Plus tard, elle enchaîne les rôles dans des comédies comme Parce que je l’ai dit (2007), Esprit de famille (2005) ou encore Book Club (2018), où elle rit avec une tendresse infinie du vieillissement et de la sexualité des femmes.
Au-delà du cinéma
Femme d’affaires accomplie, elle devient également éditrice, photographe, autrice de plusieurs ouvrages autobiographiques, amoureuse de l’architecture, décoratrice d’intérieur et mère de deux enfants adoptés seule. Son humour, sa pudeur, sa voix rauque et son rire communicatif faisaient d’elle une personnalité adorée du public.
Elle refusait les injonctions du star system : pas de mariage, pas de manières. Elle portait chapeaux, gilets et pantalons larges avec la grâce d’une star de l’âge d’or et l’âme d’une artiste libre. Elle n’était pas une image figée, mais un mouvement permanent.
Une pluie d’hommages
Dès l’annonce de son décès, le monde du cinéma a exprimé son immense chagrin. Jane Fonda l’a décrite comme « une étincelle de vie et de lumière ». Bette Midler a salué une femme « hilarante, totalement unique, dépourvue de duplicité ». Kimberly Williams-Paisley, Mandy Moore, Kate Hudson… toutes évoquent une collègue généreuse, une source d’inspiration, une femme inoubliable.
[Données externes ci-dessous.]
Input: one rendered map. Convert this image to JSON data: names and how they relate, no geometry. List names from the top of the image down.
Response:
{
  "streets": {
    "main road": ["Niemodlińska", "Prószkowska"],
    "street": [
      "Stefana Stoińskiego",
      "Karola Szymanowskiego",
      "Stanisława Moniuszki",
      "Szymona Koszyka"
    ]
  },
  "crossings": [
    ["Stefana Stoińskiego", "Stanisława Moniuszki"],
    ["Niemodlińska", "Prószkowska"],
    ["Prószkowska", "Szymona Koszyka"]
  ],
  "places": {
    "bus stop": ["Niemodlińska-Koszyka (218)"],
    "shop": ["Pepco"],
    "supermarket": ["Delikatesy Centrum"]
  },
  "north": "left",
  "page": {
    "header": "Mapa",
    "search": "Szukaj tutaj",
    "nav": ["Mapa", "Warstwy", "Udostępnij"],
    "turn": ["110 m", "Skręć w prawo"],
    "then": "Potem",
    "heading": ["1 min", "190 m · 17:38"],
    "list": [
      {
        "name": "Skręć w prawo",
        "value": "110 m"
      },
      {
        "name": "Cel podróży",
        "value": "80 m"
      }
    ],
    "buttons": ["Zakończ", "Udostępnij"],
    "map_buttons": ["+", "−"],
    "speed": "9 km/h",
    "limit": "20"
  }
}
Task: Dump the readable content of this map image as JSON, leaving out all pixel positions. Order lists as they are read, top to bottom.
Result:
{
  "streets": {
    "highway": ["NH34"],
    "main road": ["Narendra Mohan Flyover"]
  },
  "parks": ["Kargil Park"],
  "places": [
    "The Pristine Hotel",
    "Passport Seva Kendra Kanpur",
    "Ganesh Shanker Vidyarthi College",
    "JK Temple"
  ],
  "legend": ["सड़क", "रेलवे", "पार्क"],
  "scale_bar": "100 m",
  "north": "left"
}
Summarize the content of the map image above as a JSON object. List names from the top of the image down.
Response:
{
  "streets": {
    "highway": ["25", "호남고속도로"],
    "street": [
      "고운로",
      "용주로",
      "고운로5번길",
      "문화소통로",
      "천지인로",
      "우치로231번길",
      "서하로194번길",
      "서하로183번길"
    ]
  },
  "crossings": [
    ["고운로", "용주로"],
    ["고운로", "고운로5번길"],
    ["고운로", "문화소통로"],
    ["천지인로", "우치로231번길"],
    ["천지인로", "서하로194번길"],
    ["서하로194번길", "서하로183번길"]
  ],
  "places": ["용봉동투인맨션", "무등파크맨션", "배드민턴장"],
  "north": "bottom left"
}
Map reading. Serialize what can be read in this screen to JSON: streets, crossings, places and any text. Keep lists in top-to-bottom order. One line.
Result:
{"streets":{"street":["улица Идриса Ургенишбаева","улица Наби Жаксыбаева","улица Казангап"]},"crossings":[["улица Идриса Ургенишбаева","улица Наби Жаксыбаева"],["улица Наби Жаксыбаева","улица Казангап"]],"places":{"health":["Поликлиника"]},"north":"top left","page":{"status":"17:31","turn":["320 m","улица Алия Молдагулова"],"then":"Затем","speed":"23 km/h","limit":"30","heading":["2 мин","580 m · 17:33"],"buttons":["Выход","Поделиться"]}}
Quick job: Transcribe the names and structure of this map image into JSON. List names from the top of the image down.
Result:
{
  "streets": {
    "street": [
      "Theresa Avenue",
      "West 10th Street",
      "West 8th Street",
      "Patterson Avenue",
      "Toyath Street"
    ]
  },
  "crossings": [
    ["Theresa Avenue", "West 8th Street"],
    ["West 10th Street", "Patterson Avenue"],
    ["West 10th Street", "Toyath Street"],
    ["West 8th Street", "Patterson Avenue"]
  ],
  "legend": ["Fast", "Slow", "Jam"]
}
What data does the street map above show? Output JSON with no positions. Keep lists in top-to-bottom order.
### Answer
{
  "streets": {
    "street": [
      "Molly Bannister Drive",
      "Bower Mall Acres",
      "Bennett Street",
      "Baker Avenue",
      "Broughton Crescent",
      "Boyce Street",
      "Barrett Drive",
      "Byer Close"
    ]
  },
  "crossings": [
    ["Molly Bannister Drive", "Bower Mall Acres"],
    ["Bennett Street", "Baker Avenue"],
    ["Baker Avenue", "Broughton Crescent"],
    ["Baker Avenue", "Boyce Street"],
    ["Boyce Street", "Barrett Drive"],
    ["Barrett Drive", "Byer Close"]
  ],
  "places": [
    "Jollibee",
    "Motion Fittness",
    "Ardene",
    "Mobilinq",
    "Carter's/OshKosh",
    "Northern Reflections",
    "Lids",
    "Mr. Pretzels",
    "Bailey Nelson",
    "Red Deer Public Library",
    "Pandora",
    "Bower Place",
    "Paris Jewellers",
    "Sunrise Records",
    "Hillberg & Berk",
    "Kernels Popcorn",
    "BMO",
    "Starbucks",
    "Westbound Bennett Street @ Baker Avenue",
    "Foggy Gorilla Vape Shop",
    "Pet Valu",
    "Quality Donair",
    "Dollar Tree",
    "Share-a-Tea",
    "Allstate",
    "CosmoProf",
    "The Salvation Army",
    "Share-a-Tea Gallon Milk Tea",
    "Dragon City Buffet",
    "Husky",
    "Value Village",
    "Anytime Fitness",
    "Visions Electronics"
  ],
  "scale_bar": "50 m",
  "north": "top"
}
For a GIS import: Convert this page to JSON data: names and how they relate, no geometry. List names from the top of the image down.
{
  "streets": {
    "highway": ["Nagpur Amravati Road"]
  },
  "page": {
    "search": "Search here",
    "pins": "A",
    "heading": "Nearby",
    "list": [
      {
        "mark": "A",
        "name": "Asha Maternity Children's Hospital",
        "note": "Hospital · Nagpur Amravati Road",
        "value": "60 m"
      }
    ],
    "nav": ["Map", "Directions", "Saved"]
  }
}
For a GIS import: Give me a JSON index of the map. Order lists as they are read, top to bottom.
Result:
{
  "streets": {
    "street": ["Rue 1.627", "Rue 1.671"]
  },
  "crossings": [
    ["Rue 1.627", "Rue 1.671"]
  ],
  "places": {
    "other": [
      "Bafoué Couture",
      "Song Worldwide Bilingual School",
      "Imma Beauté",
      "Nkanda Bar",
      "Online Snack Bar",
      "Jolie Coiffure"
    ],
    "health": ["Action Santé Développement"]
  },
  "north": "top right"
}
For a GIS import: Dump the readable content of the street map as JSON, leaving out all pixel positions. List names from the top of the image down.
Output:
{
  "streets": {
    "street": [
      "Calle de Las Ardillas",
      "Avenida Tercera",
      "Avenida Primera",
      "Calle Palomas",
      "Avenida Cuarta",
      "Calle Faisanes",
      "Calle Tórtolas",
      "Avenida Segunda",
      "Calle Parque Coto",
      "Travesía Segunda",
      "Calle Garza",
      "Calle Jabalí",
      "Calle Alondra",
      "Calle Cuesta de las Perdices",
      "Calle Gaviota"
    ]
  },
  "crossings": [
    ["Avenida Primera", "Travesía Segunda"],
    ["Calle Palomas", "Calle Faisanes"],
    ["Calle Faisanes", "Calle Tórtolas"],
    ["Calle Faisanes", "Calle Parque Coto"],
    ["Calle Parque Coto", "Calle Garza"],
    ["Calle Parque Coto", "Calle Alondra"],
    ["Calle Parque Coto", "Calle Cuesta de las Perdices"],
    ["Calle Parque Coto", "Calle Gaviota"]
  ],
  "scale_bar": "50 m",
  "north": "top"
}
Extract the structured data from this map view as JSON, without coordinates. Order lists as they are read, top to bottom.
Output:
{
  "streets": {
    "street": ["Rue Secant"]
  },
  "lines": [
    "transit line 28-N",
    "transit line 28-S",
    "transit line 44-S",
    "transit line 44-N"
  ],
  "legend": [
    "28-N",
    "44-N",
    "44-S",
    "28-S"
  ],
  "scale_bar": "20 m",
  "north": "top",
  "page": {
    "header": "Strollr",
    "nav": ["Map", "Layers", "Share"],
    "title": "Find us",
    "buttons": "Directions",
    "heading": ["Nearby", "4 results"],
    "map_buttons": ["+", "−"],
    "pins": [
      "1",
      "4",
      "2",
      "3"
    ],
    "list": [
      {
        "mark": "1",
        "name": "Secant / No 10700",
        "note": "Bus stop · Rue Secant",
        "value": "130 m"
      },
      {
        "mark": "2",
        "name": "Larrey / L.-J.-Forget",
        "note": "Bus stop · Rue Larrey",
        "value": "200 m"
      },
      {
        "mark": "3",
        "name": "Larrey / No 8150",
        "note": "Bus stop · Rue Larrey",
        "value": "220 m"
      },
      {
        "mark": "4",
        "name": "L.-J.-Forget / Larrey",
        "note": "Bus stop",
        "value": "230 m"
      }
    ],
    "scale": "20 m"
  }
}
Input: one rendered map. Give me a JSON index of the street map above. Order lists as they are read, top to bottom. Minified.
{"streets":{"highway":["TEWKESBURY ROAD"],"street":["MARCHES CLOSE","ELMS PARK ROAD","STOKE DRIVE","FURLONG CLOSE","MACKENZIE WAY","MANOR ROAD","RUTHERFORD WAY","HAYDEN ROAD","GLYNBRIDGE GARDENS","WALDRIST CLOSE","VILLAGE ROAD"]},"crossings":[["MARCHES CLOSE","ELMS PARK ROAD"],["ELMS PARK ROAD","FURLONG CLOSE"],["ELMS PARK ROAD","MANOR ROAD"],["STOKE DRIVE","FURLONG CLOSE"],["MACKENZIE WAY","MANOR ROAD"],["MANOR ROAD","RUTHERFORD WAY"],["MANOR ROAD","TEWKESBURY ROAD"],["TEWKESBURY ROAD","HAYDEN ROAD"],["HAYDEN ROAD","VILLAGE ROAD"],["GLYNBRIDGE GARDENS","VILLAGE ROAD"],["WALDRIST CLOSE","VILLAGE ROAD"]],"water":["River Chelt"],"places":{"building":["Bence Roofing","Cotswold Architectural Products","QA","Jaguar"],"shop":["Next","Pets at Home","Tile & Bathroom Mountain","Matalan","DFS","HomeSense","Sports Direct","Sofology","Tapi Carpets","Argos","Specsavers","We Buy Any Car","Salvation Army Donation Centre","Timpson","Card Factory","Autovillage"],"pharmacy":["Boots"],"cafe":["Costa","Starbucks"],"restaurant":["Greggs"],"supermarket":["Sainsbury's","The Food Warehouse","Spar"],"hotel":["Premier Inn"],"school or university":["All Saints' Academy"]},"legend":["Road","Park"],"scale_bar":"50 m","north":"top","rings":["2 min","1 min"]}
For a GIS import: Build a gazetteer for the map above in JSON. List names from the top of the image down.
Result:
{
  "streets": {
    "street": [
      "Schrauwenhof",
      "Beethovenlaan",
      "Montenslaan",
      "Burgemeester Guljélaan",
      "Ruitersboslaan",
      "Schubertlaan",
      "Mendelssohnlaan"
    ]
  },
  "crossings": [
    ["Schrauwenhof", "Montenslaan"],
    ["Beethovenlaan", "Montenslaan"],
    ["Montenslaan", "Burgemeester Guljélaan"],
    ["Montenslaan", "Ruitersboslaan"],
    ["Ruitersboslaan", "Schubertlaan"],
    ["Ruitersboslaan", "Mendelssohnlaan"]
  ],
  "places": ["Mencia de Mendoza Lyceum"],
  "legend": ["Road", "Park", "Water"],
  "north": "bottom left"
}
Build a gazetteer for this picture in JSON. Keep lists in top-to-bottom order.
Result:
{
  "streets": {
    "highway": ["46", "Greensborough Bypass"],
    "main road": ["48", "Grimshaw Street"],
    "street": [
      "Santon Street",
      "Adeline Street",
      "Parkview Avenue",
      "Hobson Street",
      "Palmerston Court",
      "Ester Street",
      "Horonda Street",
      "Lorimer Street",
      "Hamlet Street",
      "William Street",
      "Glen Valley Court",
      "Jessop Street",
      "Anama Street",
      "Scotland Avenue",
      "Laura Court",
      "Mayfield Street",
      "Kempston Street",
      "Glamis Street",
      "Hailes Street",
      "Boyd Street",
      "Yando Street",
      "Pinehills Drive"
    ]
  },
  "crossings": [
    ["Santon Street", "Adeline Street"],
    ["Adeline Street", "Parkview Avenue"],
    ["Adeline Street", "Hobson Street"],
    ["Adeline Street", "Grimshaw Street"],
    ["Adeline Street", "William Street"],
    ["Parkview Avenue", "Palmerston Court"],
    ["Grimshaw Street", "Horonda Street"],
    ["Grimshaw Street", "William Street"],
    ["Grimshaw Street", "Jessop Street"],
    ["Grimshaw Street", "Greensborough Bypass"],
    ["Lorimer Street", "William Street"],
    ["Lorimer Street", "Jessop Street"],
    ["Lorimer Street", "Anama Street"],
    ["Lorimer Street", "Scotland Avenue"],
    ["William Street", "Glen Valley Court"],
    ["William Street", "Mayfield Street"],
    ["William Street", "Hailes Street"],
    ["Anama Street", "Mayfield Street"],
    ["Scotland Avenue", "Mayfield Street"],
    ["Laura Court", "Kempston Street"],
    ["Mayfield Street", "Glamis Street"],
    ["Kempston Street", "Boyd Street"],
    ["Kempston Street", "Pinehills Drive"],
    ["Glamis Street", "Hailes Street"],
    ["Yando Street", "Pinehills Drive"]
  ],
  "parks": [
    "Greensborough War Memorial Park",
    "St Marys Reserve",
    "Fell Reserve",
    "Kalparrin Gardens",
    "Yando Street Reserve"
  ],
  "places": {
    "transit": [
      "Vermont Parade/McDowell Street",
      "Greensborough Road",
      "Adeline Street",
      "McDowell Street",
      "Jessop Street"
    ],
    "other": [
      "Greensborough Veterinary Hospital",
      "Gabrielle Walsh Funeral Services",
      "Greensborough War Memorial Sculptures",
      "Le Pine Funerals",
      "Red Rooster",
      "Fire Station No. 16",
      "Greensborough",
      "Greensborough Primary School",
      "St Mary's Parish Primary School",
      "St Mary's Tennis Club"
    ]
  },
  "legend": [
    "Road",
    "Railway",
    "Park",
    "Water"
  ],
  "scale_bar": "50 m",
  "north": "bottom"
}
L’héritage d’une femme moderne
Diane Keaton a bouleversé les représentations des femmes au cinéma. Elle a incarné l’indépendance sans arrogance, la complexité sans artifice, l’intelligence sans froideur. Elle fut tour à tour intello new-yorkaise, mère débordée, amante désirable à 60 ans, célibataire heureuse et femme d’action.
Elle a brisé les tabous, déridé les clichés, redonné aux femmes un espace à l’écran. Et dans les regards de millions de spectateurs, elle a laissé l’image d’une femme libre, drôle, émouvante — éternelle.
« Il y aura toujours quelque chose de plus en toi », lui avait dit Francis Ford Coppola. Il avait raison.